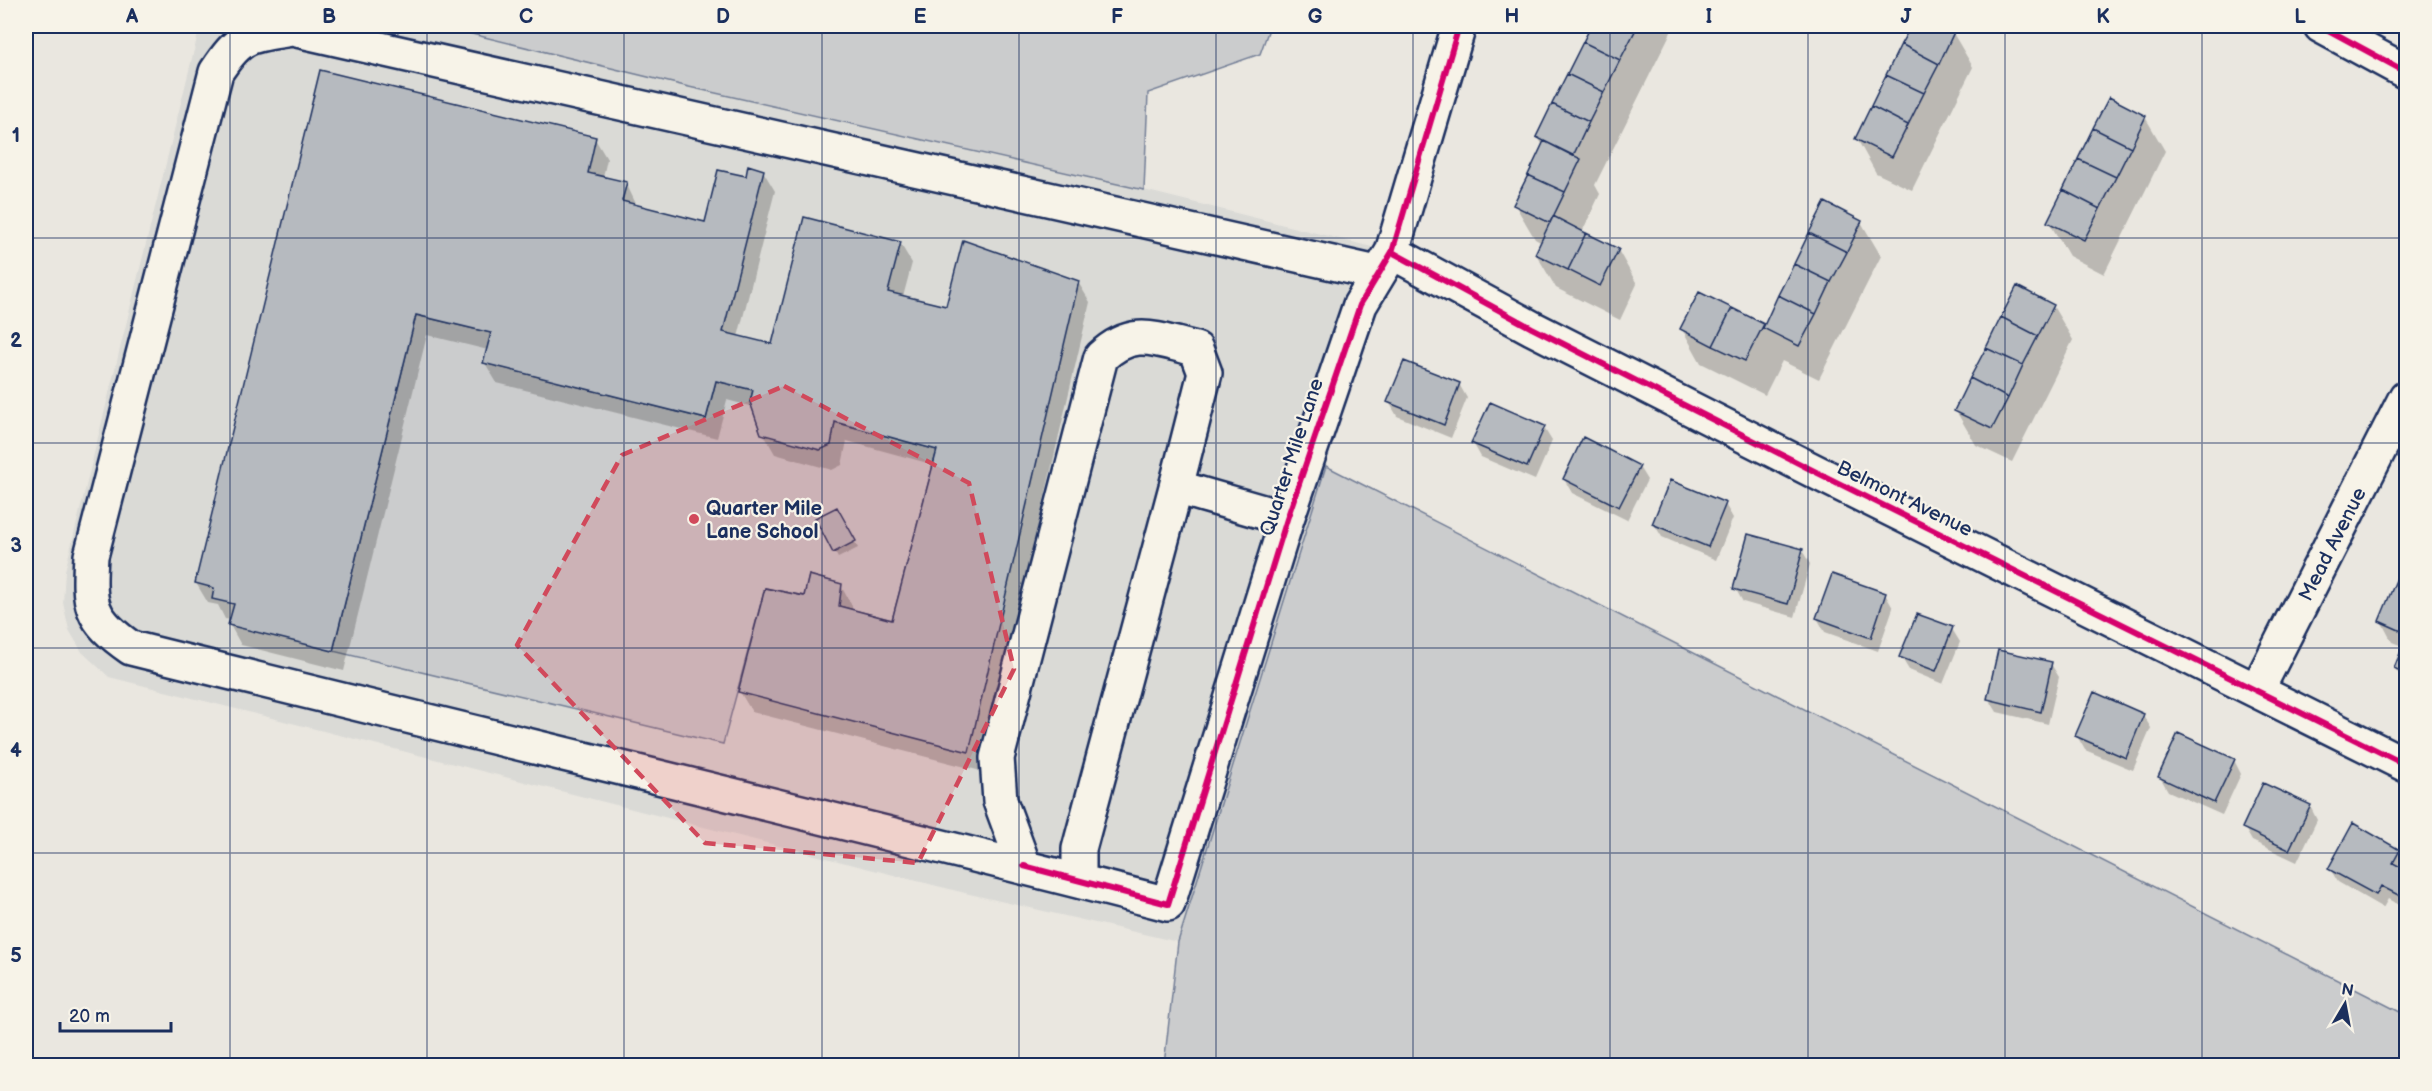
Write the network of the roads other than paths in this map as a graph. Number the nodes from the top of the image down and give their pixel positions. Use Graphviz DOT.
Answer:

* * *

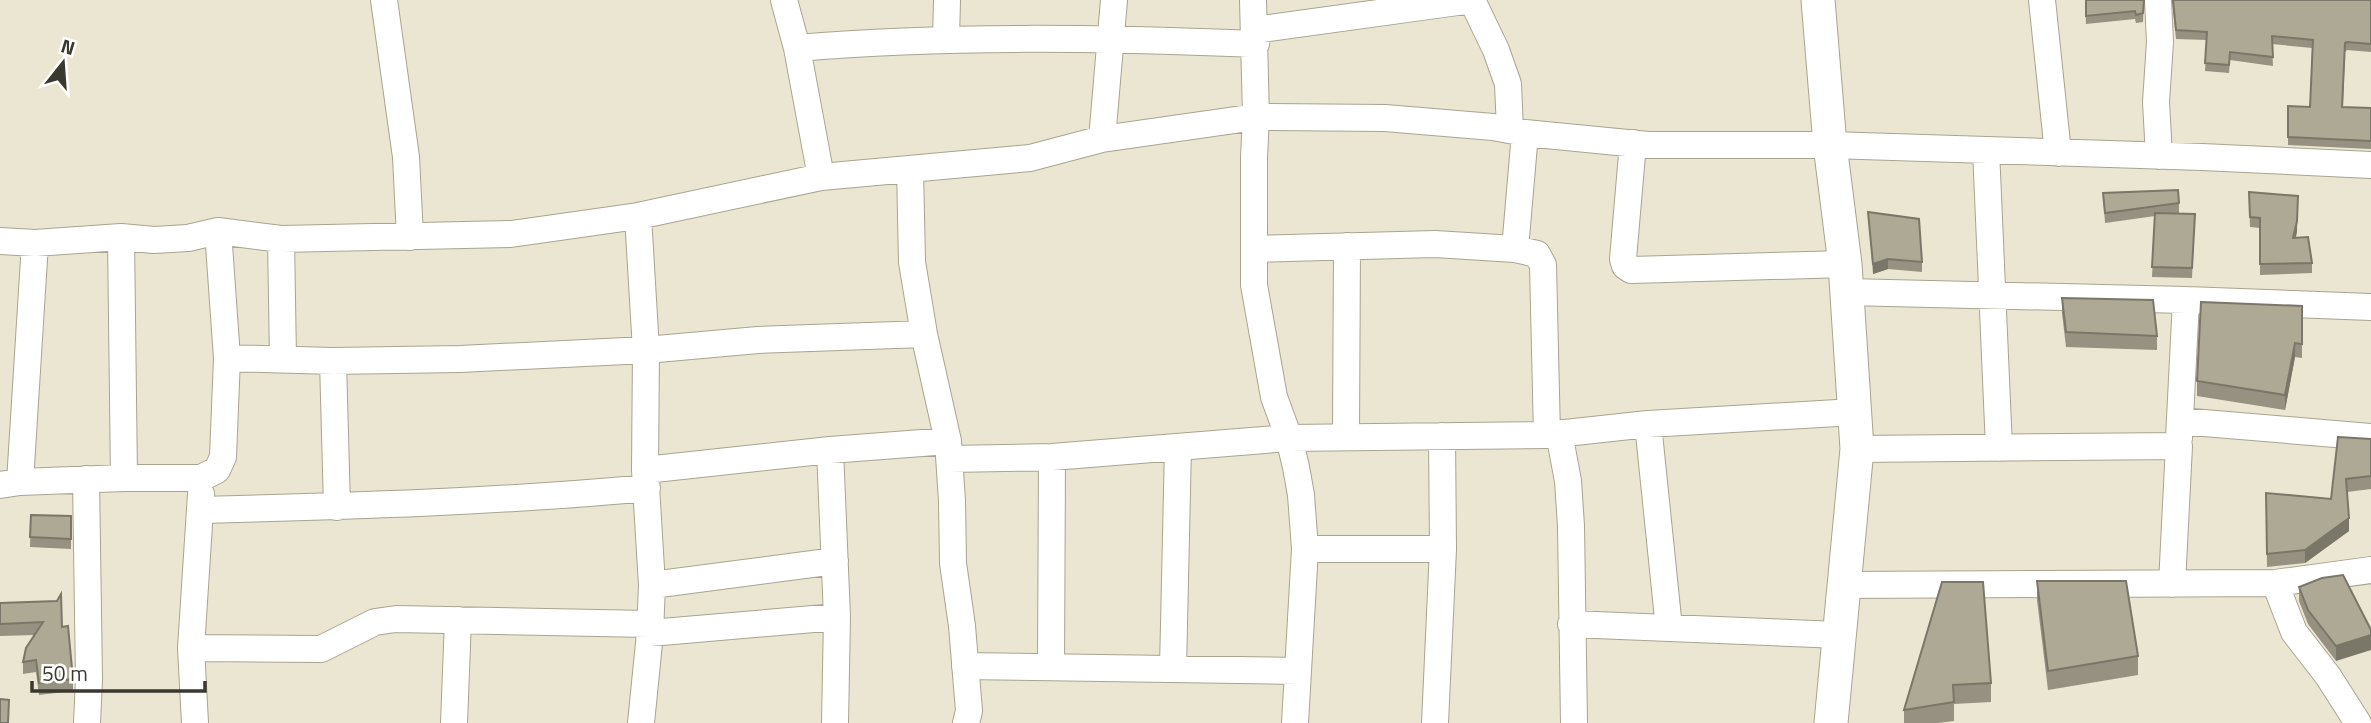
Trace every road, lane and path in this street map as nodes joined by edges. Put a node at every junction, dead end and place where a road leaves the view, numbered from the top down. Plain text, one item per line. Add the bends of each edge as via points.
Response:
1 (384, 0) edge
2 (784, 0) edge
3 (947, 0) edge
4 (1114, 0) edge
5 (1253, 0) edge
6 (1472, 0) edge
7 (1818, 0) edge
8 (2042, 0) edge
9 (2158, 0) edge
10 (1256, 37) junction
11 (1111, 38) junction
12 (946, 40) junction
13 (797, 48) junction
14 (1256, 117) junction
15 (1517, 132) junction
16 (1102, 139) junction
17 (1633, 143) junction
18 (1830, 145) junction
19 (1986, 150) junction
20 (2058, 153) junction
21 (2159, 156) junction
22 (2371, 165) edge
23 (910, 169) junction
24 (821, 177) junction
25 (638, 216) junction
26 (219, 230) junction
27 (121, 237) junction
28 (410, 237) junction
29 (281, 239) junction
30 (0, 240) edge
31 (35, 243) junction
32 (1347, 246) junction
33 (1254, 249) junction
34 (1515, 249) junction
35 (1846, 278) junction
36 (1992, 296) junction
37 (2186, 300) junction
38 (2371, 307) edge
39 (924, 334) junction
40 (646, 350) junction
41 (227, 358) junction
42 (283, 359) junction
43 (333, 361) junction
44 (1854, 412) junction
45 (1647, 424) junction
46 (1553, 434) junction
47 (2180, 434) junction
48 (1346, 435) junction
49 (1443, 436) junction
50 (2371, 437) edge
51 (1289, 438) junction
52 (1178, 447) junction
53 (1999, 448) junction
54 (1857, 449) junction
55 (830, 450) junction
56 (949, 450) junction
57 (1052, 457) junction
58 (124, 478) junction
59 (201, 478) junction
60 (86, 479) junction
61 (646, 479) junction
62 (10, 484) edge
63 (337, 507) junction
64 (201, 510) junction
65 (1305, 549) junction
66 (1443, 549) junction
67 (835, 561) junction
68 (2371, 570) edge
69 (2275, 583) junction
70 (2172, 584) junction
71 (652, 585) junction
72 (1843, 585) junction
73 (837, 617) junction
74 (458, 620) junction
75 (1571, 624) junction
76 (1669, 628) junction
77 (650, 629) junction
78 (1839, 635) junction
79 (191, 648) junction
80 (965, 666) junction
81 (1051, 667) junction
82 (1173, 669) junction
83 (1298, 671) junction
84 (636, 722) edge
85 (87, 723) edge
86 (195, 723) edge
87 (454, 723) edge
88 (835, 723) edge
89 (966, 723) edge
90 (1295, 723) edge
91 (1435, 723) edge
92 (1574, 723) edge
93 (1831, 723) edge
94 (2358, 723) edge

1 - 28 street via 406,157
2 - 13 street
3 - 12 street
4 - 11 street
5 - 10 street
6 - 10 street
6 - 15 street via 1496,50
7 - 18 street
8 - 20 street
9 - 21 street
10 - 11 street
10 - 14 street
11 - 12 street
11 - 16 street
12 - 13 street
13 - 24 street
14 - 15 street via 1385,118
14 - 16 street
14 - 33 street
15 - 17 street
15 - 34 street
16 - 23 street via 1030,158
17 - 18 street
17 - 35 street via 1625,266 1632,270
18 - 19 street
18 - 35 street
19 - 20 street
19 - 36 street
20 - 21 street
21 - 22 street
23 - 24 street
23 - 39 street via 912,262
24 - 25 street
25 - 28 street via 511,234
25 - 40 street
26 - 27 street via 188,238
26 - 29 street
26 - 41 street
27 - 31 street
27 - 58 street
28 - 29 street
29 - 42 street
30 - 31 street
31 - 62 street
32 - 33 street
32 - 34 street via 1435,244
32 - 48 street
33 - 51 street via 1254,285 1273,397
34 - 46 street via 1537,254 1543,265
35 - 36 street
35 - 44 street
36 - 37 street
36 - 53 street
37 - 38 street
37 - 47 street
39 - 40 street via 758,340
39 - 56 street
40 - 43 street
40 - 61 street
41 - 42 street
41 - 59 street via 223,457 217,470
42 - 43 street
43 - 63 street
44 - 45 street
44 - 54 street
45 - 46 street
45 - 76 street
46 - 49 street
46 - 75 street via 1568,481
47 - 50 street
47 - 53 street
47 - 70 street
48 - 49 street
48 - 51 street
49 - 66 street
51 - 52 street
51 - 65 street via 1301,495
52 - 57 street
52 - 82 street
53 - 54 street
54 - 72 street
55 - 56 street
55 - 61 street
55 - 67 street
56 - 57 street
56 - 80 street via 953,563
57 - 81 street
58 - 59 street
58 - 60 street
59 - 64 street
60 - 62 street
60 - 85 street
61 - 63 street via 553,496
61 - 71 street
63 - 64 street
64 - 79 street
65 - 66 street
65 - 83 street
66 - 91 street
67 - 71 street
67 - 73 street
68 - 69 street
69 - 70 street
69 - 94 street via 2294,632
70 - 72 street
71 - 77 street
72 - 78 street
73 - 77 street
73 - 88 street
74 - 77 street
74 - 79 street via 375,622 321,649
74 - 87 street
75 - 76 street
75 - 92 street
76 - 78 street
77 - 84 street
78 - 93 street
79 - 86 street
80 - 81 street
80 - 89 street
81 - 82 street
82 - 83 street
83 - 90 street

...

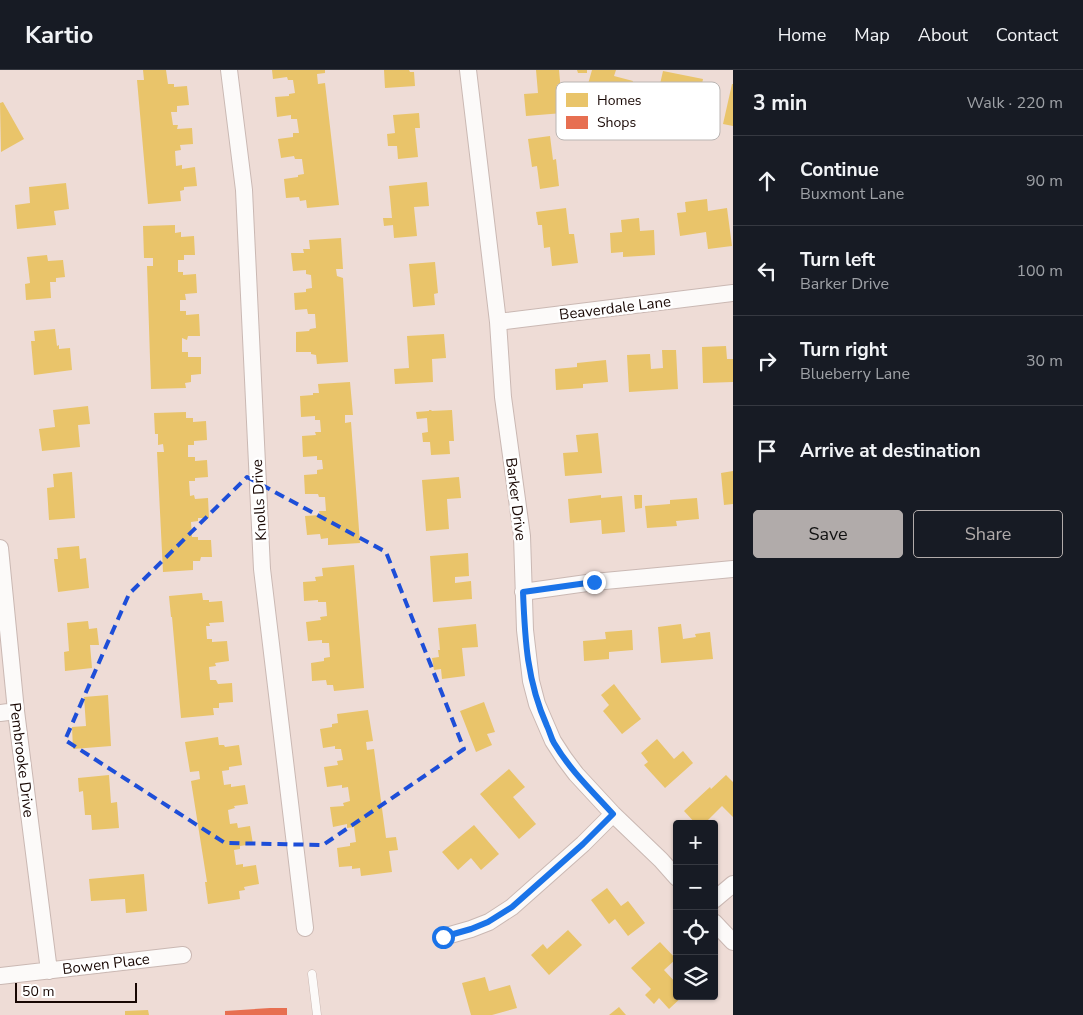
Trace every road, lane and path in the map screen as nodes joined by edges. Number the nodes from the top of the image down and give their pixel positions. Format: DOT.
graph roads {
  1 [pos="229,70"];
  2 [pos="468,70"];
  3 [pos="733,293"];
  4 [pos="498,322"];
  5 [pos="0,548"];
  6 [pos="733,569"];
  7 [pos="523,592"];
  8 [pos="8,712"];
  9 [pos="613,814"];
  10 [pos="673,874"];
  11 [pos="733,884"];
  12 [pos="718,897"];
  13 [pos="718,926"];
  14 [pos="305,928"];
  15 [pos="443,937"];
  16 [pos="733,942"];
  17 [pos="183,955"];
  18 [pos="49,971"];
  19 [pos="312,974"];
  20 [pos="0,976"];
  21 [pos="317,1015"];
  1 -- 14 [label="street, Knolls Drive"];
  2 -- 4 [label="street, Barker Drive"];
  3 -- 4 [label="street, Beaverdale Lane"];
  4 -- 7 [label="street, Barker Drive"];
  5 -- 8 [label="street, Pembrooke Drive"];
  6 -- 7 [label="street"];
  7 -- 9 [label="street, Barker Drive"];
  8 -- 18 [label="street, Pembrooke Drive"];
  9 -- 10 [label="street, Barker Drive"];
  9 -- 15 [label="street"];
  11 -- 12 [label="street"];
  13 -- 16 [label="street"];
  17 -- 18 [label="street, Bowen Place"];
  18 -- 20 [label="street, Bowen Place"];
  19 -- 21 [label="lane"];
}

ASSIGNMENT: Scan the material for "this" and copy the lines that hold it.

WRITTEN RESPONSE:
Write the network of the roads other than paths in this map as a graph. Number the nodes from the top of the image down and give their pixel positions. Use Graphviz DOT.
Trace every road, lane and path in this street map as nodes joined by edges. Put a node at every junction, dead end and place where a road leaves the view, numbered from the top down. Plain text, one item per line. Add the bends of each edge as via points.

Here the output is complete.